More seismic upgrades will soon be coming to two of the Comox Valley’s oldest schools.
The B.C. Ministry of Environment’s Seismic Mitigation Program outlines that upgrades will be required at Lake Trail Middle School and Courtenay Elementary School within the next few years.
Seismic upgrades refer to retrofitting buildings to make them more resistant to earthquakes.
School District 71’s draft for its Long-Range Facilities Plan — which will be sent to the ministry this spring for approval — also acknowledged the need for these projects.
Ian Heselgrave, director of operations at School District 71, said the projects are still awaiting provincial approval and funding. They will likely take place within the next few years.
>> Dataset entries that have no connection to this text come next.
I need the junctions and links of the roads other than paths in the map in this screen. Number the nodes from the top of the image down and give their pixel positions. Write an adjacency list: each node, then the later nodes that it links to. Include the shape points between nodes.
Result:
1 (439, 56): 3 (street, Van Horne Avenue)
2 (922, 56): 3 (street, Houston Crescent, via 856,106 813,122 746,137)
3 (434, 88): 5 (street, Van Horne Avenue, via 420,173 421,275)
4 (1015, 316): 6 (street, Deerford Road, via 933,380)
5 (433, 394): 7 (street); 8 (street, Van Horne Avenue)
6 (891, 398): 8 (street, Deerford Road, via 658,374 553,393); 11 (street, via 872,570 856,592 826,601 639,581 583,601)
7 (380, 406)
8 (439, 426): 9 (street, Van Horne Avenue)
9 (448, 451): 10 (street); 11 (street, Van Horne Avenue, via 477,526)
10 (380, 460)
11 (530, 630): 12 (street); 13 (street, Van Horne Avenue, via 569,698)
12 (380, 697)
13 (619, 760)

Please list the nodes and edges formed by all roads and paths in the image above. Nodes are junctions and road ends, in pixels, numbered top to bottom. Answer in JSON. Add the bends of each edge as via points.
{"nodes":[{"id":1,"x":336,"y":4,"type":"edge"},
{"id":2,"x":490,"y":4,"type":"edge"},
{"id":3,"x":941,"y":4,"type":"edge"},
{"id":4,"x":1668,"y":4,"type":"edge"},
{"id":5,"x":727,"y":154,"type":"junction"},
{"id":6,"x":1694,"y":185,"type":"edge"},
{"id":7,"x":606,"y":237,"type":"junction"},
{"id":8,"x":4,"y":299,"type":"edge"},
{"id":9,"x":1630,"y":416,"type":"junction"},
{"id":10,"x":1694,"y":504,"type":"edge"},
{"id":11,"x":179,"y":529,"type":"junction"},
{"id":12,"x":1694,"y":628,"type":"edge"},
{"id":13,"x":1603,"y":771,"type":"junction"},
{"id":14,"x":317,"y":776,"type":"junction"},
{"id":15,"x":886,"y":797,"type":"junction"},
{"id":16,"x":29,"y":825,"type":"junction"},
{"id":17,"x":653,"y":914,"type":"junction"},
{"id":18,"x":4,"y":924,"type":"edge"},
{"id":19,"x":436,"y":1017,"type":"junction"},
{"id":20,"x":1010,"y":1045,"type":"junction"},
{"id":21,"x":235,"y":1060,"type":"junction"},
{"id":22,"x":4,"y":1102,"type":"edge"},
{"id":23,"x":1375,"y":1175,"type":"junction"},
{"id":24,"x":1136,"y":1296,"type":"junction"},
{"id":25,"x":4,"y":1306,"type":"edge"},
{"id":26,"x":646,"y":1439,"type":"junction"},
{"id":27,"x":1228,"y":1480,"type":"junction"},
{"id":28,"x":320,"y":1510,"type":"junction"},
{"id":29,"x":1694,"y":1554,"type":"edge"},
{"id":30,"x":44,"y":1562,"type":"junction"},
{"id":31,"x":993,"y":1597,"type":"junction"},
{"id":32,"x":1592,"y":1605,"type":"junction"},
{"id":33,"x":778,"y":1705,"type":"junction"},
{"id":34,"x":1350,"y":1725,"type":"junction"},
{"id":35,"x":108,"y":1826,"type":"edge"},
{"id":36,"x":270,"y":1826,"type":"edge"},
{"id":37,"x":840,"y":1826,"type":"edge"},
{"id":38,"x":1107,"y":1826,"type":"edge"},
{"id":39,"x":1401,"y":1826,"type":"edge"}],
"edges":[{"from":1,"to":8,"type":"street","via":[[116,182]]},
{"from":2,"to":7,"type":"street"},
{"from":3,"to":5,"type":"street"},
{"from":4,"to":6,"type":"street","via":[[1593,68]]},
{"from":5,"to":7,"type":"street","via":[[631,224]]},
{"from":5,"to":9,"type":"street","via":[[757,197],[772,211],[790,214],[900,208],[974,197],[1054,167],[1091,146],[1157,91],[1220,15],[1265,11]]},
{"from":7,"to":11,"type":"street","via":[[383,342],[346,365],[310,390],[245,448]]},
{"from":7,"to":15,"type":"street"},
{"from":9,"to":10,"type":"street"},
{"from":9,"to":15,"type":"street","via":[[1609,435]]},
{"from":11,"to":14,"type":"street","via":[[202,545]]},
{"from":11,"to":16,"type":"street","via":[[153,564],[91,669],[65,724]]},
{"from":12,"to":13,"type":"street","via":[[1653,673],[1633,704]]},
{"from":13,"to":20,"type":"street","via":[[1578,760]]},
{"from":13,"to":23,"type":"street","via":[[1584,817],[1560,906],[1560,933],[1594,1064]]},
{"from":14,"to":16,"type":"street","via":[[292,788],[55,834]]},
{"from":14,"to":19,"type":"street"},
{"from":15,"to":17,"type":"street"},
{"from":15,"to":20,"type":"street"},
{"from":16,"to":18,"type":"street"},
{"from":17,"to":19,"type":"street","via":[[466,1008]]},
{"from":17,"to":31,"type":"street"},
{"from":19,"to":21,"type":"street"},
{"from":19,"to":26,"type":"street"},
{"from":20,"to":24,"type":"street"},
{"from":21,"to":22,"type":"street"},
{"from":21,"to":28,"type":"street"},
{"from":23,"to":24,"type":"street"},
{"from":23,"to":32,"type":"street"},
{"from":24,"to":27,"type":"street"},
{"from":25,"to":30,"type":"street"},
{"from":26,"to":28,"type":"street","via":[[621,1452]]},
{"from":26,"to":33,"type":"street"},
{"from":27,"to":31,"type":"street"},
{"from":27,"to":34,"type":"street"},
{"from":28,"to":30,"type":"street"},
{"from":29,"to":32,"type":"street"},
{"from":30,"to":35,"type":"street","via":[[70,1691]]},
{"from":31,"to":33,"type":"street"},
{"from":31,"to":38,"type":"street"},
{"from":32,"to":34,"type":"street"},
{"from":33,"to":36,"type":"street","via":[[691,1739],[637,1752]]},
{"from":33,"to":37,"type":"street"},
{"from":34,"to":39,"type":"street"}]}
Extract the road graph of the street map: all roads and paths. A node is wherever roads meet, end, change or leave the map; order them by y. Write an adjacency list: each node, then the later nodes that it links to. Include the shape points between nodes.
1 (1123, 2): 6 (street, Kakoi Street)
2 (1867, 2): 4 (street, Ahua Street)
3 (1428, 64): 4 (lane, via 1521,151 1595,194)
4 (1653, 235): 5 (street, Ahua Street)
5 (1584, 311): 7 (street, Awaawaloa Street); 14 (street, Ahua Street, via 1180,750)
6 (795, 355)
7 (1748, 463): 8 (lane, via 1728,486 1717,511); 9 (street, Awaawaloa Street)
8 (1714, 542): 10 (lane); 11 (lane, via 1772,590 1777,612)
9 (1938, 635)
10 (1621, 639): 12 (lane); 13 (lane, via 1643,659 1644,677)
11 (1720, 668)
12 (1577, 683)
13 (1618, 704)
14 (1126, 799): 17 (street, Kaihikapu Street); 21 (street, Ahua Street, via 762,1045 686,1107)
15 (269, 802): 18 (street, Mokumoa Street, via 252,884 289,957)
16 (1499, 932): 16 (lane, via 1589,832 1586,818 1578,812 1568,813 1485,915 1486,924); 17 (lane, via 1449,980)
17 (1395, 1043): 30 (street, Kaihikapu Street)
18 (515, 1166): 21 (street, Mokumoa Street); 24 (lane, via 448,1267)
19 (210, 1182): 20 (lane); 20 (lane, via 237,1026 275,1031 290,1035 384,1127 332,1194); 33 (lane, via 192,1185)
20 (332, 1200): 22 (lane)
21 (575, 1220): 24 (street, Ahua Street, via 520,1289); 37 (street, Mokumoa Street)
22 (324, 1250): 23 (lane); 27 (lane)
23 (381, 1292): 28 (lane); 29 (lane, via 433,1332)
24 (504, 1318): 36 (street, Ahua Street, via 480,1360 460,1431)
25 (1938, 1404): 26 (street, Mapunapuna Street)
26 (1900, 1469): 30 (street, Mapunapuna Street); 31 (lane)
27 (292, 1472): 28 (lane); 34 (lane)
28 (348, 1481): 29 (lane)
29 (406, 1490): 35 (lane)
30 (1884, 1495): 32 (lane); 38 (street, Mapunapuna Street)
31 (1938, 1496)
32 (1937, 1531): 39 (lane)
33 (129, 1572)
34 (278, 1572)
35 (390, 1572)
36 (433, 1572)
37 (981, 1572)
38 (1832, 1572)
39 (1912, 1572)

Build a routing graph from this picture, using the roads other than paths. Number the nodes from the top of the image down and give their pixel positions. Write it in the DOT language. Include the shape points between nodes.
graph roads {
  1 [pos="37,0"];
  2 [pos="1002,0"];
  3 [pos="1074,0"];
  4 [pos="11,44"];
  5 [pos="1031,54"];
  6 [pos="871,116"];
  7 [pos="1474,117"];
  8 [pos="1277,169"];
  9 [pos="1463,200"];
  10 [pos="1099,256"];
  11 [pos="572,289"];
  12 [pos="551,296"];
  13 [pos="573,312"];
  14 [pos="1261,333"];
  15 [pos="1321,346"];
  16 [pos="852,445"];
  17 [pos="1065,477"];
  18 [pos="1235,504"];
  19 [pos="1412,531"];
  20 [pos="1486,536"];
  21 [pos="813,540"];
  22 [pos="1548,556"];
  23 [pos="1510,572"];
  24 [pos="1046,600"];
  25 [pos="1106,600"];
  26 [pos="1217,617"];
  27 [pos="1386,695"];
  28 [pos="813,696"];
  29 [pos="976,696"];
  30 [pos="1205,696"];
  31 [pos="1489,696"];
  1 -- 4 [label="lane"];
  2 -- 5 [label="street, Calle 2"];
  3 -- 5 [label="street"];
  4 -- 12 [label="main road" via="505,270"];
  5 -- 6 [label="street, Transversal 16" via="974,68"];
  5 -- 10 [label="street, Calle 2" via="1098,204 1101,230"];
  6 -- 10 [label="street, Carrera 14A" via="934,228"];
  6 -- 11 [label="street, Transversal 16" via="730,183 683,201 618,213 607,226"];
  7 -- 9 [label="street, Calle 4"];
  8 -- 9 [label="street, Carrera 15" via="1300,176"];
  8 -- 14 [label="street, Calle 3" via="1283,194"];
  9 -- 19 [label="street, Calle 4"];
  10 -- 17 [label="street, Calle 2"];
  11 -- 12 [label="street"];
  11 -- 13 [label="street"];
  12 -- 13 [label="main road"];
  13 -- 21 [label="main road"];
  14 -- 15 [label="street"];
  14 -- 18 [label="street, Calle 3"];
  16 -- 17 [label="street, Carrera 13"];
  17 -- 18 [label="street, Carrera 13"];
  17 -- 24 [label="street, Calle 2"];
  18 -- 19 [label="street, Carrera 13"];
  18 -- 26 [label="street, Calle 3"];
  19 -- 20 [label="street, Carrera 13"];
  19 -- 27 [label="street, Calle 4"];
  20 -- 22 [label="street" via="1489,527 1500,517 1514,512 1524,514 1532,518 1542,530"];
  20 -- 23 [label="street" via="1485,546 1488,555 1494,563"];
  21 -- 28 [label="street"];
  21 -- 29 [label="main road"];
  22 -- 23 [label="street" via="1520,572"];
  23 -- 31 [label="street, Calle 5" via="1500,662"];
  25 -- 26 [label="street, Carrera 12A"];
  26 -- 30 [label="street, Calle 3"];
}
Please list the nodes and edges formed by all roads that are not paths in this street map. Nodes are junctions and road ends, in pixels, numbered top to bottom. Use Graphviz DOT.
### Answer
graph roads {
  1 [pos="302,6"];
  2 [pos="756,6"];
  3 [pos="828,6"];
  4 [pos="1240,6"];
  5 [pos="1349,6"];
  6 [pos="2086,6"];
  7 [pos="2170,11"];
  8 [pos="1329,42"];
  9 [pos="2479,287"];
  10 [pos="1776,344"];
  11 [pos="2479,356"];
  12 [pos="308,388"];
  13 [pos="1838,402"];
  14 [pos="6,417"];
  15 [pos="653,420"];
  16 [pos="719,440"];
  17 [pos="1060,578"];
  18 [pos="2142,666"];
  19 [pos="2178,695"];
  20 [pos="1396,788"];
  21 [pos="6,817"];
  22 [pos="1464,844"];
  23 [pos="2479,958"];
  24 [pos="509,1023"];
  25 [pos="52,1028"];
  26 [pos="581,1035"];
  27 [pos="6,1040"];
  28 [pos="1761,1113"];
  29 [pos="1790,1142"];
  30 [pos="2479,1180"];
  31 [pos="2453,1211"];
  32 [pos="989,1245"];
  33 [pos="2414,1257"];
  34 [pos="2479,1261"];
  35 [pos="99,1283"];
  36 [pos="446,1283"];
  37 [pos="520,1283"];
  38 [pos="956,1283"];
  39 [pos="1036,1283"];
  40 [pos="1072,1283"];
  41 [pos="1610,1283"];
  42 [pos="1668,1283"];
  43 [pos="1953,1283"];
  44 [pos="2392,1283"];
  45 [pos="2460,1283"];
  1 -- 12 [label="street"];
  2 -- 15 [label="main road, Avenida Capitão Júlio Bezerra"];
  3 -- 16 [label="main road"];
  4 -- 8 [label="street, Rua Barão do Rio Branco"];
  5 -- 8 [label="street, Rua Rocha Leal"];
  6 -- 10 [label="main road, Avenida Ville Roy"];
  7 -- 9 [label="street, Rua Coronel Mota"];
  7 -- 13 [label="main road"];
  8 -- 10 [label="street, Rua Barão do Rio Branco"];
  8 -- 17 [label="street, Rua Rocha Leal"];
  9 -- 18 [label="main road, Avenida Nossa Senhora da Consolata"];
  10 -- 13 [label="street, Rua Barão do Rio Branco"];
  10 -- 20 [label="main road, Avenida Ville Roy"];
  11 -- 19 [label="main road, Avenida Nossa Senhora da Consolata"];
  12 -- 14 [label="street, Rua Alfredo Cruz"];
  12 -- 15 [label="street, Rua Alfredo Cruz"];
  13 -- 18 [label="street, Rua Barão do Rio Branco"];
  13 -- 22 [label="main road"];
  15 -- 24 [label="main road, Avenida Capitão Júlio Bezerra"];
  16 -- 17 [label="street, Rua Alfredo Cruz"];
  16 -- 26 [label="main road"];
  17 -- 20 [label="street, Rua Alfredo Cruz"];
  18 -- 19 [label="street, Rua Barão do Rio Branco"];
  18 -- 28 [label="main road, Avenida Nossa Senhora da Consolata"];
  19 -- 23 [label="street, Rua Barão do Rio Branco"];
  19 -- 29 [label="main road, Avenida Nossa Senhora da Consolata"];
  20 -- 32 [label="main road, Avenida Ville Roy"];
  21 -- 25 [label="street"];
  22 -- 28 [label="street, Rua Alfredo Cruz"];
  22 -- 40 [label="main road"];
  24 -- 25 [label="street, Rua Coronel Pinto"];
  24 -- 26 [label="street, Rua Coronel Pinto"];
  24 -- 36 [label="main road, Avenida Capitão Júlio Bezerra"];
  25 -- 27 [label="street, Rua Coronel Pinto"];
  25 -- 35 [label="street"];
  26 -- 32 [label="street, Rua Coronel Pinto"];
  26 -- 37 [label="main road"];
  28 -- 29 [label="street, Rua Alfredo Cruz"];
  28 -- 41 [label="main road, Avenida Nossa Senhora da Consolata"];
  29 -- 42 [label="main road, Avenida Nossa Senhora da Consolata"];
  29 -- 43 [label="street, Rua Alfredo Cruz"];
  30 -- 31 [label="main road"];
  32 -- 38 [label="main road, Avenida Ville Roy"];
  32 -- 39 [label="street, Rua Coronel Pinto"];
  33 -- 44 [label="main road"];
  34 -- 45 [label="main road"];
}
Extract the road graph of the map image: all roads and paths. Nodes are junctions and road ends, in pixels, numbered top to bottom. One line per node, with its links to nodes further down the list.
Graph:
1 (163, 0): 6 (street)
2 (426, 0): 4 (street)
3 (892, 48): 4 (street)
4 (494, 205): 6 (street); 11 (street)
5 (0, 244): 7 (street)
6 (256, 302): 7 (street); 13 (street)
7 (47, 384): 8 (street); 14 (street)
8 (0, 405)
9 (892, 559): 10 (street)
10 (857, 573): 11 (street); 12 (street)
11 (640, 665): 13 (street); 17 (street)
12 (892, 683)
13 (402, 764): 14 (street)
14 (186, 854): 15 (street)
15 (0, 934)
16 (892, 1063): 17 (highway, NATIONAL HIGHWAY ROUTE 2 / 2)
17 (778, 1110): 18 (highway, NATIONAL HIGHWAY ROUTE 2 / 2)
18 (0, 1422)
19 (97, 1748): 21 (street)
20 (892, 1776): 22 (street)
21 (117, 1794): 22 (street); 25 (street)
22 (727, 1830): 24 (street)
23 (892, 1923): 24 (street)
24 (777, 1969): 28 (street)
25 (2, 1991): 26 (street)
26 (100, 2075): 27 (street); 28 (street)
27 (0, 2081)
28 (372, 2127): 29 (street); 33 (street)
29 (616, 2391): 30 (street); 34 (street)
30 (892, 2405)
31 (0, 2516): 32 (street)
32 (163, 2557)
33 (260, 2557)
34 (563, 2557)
“For us, you’ll see them at the very top of our capital plan because for the school district, the most important thing is ensuring our students have a safe learning environment, and seismic upgrades support that,” he said.
Lake Trail Middle School was constructed in 1964. Heselgrave said that initially, the school was listed as having a high seismic risk to only one block. But updated guidelines and further assessments showed the school needs more work done than initially thought.
Courtenay Elementary School was constructed in 1952, with later additions being built in 1960.
The gym at Courtenay Elementary was previously upgraded in the 1990s to make it more earthquake-resistant.
According to SD71, the seismic upgrade for Courtenay Elementary will include “improved north-south foundations, improved roof diaphragm connections, and classroom/corridor walls upgraded to shear walls.”
Heselgrave said more details on the future seismic projects will emerge in the coming months.
“We are optimistic [the province] will get a solid look and we’ll get some news on that in the next few months, which would allow us to hire our professionals to complete the plans,” he said.
GP Vanier High Secondary School is currently the only school in the Comox Valley undergoing a seismic upgrade. The $33.8-million renovations, which were approved by the ministry in 2015, are expected to be completed in September 2018.
Heselgrave said the funding for the seismic upgrade at Vanier offered the district the opportunity to improve the school’s educational aspects, as well as its safety.
He mentioned the addition of a new science lab, a learning commons, and collaborative workspaces at Vanier, which will go alongside the structural upgrades.
“The school is undergoing an incredible transformation in phases,” he said. “It’s a complex five-phase project because we have the kids in the school while the work is underway. We’re shifting and shunting kids around every few months to tackle a new part of the school.
“When the cloth gets pulled off the whole thing, it’s going to be fantastic.”